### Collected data
====

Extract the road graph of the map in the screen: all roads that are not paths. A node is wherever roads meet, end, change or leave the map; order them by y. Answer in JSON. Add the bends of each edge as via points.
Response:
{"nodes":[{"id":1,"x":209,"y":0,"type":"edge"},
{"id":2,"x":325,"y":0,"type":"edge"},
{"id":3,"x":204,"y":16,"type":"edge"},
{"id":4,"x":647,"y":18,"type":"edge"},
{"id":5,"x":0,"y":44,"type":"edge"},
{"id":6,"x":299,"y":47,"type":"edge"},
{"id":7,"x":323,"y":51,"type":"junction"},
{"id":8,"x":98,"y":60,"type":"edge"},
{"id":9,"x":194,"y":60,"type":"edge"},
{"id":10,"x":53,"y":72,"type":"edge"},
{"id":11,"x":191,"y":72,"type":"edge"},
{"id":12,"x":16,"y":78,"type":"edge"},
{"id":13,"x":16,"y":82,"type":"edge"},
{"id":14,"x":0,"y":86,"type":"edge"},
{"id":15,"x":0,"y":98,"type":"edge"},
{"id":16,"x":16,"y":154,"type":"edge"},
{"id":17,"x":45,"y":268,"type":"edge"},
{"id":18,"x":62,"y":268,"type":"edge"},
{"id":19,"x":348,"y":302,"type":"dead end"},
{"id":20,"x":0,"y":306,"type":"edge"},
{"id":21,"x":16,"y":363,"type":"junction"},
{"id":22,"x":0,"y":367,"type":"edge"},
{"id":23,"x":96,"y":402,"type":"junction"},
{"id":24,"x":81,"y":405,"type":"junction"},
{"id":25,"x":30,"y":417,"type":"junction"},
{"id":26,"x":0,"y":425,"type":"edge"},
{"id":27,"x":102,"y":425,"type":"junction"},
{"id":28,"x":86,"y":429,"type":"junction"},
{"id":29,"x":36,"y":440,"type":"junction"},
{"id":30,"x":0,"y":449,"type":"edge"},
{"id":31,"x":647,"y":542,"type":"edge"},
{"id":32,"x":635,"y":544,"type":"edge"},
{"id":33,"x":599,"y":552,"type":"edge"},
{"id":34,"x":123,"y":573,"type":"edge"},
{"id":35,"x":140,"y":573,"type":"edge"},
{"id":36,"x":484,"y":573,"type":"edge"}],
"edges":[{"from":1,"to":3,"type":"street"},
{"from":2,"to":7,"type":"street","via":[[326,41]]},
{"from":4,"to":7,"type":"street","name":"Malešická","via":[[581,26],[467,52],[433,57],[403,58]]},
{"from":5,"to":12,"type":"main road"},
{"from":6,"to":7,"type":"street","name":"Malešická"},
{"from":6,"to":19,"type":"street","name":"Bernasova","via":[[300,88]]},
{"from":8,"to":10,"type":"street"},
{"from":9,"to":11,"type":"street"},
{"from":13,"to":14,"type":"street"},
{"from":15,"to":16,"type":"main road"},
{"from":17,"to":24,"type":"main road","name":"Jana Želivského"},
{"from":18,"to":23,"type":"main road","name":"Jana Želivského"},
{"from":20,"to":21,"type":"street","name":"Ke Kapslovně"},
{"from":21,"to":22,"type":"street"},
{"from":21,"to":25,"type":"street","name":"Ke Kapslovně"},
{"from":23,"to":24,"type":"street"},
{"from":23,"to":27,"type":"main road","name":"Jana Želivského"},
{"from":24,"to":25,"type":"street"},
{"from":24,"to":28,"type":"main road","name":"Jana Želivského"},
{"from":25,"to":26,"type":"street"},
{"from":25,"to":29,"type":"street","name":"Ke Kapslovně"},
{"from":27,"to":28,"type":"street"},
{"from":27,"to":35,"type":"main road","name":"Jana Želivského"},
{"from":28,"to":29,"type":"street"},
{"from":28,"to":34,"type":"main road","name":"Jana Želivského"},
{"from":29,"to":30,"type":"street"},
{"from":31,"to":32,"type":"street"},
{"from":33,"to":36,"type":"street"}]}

====

### TO DO
Look through the entries and find each line that has the string "road". Copy those lines.

### ANSWER FOR THE TASK
Extract the road graph of the map in the screen: all roads that are not paths. A node is wherever roads meet, end, change or leave the map; order them by y. Answer in JSON. Add the bends of each edge as via points.
{"from":5,"to":12,"type":"main road"},
{"from":15,"to":16,"type":"main road"},
{"from":17,"to":24,"type":"main road","name":"Jana Želivského"},
{"from":18,"to":23,"type":"main road","name":"Jana Želivského"},
{"from":23,"to":27,"type":"main road","name":"Jana Želivského"},
{"from":24,"to":28,"type":"main road","name":"Jana Želivského"},
{"from":27,"to":35,"type":"main road","name":"Jana Želivského"},
{"from":28,"to":34,"type":"main road","name":"Jana Želivského"},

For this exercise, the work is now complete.